Minimizing a multivariable function with scipy. Derivative not known

Question

I have a function which is actually a call to another program (some Fortran code). When I call this function (run_moog) I can parse 4 variables, and it returns 6 values. These values should all be close to 0 (in order to minimize). However, I combined them like this: np.sum(results**2). Now I have a scalar function. I would like to minimize this function, i.e. get the np.sum(results**2) as close to zero as possible.
Note: When this function (run_moog) takes the 4 input parameters, it creates an input file for the Fortran code that depends on these parameters.

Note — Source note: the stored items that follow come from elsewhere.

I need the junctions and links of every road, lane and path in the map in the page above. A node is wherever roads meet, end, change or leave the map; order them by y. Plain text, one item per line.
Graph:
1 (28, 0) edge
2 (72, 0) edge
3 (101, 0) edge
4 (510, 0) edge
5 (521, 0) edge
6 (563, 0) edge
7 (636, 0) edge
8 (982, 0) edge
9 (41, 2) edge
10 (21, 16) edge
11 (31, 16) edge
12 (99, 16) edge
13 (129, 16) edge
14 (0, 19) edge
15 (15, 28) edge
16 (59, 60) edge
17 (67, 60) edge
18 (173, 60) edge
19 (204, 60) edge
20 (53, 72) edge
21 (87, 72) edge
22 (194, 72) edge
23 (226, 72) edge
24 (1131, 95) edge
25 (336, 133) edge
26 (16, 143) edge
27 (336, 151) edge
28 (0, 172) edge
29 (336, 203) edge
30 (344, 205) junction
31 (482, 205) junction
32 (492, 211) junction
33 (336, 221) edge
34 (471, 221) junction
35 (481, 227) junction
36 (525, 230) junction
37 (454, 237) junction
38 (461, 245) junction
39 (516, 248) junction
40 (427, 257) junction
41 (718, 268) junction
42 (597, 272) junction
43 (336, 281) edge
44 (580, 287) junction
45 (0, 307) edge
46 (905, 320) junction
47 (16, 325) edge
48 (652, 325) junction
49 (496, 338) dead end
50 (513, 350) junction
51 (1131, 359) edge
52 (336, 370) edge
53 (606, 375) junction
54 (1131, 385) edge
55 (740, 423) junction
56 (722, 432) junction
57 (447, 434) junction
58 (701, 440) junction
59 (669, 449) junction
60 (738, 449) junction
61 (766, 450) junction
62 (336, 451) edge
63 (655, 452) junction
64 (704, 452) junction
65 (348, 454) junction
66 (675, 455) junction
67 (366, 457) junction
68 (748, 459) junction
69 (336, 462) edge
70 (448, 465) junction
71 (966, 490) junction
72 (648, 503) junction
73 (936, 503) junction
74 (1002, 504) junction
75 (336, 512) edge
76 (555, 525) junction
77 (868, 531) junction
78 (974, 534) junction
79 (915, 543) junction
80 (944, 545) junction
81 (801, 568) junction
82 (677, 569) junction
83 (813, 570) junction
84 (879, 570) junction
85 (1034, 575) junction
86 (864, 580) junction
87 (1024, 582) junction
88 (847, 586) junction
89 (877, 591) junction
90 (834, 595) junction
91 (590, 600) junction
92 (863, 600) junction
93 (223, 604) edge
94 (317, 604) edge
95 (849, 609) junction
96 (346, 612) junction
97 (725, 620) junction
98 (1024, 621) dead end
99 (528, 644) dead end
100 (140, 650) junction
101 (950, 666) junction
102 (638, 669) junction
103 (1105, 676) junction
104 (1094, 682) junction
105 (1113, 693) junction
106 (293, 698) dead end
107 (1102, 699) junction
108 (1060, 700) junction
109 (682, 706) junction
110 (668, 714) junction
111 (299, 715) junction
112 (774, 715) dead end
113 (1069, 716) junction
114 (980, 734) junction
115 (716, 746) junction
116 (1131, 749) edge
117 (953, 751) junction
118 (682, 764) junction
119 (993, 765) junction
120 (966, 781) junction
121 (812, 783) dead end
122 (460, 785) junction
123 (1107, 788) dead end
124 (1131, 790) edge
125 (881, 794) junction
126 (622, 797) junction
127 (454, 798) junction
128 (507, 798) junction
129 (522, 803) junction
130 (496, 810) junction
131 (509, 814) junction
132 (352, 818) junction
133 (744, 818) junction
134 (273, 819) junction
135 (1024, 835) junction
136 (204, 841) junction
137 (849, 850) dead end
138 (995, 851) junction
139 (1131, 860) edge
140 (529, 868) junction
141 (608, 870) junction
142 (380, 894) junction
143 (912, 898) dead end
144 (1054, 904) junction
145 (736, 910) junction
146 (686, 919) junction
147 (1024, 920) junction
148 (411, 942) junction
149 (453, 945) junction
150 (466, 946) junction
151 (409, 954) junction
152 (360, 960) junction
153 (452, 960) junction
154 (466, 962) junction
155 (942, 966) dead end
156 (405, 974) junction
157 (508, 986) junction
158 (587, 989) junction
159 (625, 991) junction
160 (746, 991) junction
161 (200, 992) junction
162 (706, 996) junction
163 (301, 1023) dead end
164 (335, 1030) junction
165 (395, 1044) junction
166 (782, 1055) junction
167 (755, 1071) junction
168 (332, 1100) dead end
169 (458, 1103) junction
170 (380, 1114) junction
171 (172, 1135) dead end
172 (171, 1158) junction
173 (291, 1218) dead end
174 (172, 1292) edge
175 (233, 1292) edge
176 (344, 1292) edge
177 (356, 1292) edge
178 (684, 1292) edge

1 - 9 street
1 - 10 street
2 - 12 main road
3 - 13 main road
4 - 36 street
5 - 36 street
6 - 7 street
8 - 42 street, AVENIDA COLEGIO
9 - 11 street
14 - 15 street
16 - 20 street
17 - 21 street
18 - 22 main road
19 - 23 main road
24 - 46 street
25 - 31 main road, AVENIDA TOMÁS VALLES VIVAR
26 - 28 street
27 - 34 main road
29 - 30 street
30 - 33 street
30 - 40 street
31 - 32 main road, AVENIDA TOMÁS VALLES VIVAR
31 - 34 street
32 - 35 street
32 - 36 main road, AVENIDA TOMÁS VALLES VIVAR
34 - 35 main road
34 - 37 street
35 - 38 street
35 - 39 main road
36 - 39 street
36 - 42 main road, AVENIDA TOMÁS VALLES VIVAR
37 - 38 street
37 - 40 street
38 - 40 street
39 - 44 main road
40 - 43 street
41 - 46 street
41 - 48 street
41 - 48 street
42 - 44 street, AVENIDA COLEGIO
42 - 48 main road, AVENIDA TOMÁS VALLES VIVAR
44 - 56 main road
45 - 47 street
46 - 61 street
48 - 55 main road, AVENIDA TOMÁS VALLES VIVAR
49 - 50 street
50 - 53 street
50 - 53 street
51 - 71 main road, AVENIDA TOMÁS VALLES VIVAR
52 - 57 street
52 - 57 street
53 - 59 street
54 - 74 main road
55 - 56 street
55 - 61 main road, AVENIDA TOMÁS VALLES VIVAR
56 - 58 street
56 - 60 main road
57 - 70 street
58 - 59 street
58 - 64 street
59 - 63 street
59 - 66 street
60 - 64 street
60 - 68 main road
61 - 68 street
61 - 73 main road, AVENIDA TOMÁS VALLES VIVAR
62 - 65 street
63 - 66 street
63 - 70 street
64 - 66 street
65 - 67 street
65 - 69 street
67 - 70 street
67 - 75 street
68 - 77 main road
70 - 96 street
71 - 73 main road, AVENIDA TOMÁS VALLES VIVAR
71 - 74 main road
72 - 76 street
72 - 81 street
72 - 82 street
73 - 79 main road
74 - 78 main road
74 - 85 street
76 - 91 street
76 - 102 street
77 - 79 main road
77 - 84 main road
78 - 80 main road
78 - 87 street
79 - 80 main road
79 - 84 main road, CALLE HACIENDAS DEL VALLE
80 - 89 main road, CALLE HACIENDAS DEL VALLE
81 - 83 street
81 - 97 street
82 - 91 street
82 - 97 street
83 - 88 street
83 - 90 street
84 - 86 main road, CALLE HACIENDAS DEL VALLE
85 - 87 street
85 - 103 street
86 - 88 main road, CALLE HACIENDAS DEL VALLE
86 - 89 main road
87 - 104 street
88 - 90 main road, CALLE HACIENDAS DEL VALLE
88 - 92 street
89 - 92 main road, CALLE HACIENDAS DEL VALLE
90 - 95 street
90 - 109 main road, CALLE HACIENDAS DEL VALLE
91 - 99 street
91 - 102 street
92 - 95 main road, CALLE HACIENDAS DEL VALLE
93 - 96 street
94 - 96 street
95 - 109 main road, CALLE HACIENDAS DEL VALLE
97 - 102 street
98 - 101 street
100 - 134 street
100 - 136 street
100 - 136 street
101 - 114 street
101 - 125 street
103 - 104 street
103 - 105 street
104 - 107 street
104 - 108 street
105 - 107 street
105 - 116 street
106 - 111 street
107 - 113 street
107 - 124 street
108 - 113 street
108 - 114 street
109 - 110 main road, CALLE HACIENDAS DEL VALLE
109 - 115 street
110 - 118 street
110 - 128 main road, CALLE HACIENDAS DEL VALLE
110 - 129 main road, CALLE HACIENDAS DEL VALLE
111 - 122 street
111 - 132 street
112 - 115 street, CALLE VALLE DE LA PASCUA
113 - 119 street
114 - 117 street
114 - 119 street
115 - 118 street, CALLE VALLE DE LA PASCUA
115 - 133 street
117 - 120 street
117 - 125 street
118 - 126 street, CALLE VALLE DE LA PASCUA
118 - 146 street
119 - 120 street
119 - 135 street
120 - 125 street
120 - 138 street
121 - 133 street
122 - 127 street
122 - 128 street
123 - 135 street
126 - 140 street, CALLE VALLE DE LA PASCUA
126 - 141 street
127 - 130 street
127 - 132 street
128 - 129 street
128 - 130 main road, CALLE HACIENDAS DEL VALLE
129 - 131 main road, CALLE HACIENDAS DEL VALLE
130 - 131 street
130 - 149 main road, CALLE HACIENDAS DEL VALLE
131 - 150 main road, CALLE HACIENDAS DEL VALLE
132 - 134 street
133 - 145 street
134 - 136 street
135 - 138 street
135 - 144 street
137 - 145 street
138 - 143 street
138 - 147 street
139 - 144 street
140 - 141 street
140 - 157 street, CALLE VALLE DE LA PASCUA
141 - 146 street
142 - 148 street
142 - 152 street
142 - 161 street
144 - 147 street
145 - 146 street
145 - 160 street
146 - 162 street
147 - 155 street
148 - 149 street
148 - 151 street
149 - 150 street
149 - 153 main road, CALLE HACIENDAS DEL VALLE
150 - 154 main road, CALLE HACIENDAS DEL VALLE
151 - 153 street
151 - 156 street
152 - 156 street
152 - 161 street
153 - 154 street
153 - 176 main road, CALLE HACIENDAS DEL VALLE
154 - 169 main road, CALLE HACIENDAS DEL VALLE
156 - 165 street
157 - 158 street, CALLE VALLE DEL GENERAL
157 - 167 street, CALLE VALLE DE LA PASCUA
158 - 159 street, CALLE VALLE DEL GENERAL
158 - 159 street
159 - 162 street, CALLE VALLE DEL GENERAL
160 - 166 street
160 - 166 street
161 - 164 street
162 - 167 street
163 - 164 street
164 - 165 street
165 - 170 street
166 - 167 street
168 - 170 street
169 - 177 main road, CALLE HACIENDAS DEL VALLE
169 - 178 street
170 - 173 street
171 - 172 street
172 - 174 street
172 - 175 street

I have tried several ways to optimize this from the scipy docs. But none works as expected. The minimization should be able to have bounds on the 4 variables. Here is an attempt:

from scipy.optimize import minimize # Tried others as well from the docs
x0 = 4435, 3.54, 0.13, 2.4
bounds = [(4000, 6000), (3.00, 4.50), (-0.1, 0.1), (0.0, None)]
a = minimize(fun_mmog, x0, bounds=bounds, method='L-BFGS-B')  # I've tried several different methods here
print a

This then gives me

  status: 0
 success: True
    nfev: 5
     fun: 2.3194639999999964
       x: array([  4.43500000e+03,   3.54000000e+00,   1.00000000e-01,
         2.40000000e+00])
 message: 'CONVERGENCE: NORM_OF_PROJECTED_GRADIENT_<=_PGTOL'
     jac: array([ 0., 0., -54090399.99999981, 0.])
     nit: 0

The third parameter changes slightly, while the others are exactly the same. Also there have been 5 function calls (nfev) but no iterations (nit). The output from scipy is shown here.

Answer 1

Couple of possibilities:

1. Try COBYLA. It should be derivative-free, and supports inequality constraints.
2. You can't use different epsilons via the normal interface; so try scaling your first variable by 1e4. (Divide it going in, multiply coming back out.)
3. Skip the normal automatic jacobian constructor, and make your own:

Say you're trying to use SLSQP, and you don't provide a jacobian function. It makes one for you. The code for it is in approx_jacobian in slsqp.py. Here's a condensed version:

def approx_jacobian(x,func,epsilon,*args):
    x0 = asfarray(x)
    f0 = atleast_1d(func(*((x0,)+args)))
    jac = zeros([len(x0),len(f0)])
    dx = zeros(len(x0))
    for i in range(len(x0)):
        dx[i] = epsilon
        jac[i] = (func(*((x0+dx,)+args)) - f0)/epsilon
        dx[i] = 0.0

    return jac.transpose()

You could try replacing that loop with:

    for (i, e) in zip(range(len(x0)), epsilon):
        dx[i] = e
        jac[i] = (func(*((x0+dx,)+args)) - f0)/e
        dx[i] = 0.0

You can't provide this as the jacobian to minimize, but fixing it up for that is straightforward:

def construct_jacobian(func,epsilon):
    def jac(x, *args):
        x0 = asfarray(x)
        f0 = atleast_1d(func(*((x0,)+args)))
        jac = zeros([len(x0),len(f0)])
        dx = zeros(len(x0))
        for i in range(len(x0)):
            dx[i] = epsilon
            jac[i] = (func(*((x0+dx,)+args)) - f0)/epsilon
            dx[i] = 0.0

        return jac.transpose()
    return jac

You can then call minimize like:

minimize(fun_mmog, x0,
         jac=construct_jacobian(fun_mmog, [1e0, 1e-4, 1e-4, 1e-4]),
         bounds=bounds, method='SLSQP')

Answer 2

It sounds like your target function doesn't have well-behaving derivatives. The line in the output jac: array([ 0., 0., -54090399.99999981, 0.]) means that changing only the third variable value is significant. And because the derivative w.r.t. to this variable is virtually infinite, there is probably something wrong in the function. That is also why the third variable value ends up in its maximum.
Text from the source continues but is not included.